By the same argument, when demagogues promise utopias in the name of “the people”, they’re invoking a dangerous fiction, positing a harmony that doesn’t and cannot exist. It’s in these sections that the book reveals itself most clearly as a product of the post-trump era, its thesis a response to the authoritarian populism swelling not just in the United States but across the world.
Keane reminds us democracy must not be taken for granted, noting that, despite the seemingly inexorable spread of parliamentarianism in the late 19th century, by 1941 fewer than a dozen electoral democracies remained. Yet the book’s justified hostility to Trumpism leads to a history curiously devoid of popular agency. Consider Keane’s description of how electoralism broadened from the 18th century onwards: “Eventually the working classes and women were acknowledged as worthy of the franchise. Some colonial peoples, such as in Senegal, were even blessed with the right to vote. And the formal abolition of slavery happened; in the United States, a bloody civil war marked off electoral from slave-based assembly democracy.”
The passive voice elides how that acknowledgement took place, gliding over all manner of campaigns – the Chartists, the suffragettes, the great wave of national liberation movements – that pundits today would dismiss as “populist”.
“Populism,” Keane insists, “shows that the ship of democracy can indeed be sunk by its mutinous sailors.” Yet if we’re discussing slavery, we might note that the abolitionist Frederick Douglass presented a very different version of the same nautical metaphor. He warned that a vacillating Abraham Lincoln could not be trusted to deliver full equality, unless pushed by a mass struggle. “We are not to be saved by the captain,” Douglass said, “[…] but by the crew.”
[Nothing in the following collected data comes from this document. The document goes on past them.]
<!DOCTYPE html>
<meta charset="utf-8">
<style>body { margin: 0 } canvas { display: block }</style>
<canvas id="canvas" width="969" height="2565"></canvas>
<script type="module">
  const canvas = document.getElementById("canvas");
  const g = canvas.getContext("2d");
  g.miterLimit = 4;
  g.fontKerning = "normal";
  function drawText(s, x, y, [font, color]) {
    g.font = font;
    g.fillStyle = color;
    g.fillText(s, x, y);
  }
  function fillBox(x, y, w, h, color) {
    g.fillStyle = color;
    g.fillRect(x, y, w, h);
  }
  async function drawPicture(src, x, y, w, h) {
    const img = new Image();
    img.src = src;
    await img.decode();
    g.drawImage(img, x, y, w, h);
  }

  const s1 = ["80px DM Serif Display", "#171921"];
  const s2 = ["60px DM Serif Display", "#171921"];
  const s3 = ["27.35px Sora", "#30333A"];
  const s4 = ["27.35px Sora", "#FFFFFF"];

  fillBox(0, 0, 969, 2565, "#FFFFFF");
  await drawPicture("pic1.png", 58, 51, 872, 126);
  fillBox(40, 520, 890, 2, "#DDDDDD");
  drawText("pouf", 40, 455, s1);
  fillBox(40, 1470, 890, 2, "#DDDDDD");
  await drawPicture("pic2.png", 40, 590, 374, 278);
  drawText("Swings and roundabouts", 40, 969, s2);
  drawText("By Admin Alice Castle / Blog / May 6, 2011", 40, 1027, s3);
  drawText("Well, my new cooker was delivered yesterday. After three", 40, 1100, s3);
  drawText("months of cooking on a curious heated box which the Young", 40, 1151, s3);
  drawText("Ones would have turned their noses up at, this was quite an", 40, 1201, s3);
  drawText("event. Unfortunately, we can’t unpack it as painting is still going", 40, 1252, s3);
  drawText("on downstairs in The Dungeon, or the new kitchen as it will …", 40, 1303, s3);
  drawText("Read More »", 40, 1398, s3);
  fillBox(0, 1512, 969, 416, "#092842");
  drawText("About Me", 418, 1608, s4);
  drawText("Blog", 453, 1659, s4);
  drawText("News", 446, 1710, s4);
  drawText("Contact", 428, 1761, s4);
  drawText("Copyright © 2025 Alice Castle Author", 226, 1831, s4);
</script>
Keane enthuses over what he calls “monitory democracy”: the augmentation of the political system by extra parliamentary scrutiny, ranging from unofficial monitors in polling stations to scientists measuring the health of coral reefs. In particular, he values the “communicative abundance” of the digital era, which ensures “every nook and cranny of power becomes the potential target of ‘publicity’ and ‘public exposure’.”
It’s a strange argument to make in the wake of Donald Trump, a man who thrived on the hostility of the media and exploited “communicative abundance” for his own ends.
What gives the watchdogs of monitory democracy teeth? If they rely on state power, they’re predicated on the dubious notion that the state does not have interests of its own. If, on the other hand, their bite depends on the public (as Keane implies), their efforts only matter insofar as anyone cares. Wasn’t that the lesson of Trumpism: that The Donald could laugh off “exposure” precisely because the liberal media lacked a populism of its own?
Keane concludes his history by considering those who dismiss democracy as a curse word. We won’t, he says, win them back with appeals to philosophical models or timeless principles. Rather, we should think of democracy as a protean system that protects “different ways of living freed from the dictates of arrogant, violent and predatory power”, however they manifest themselves.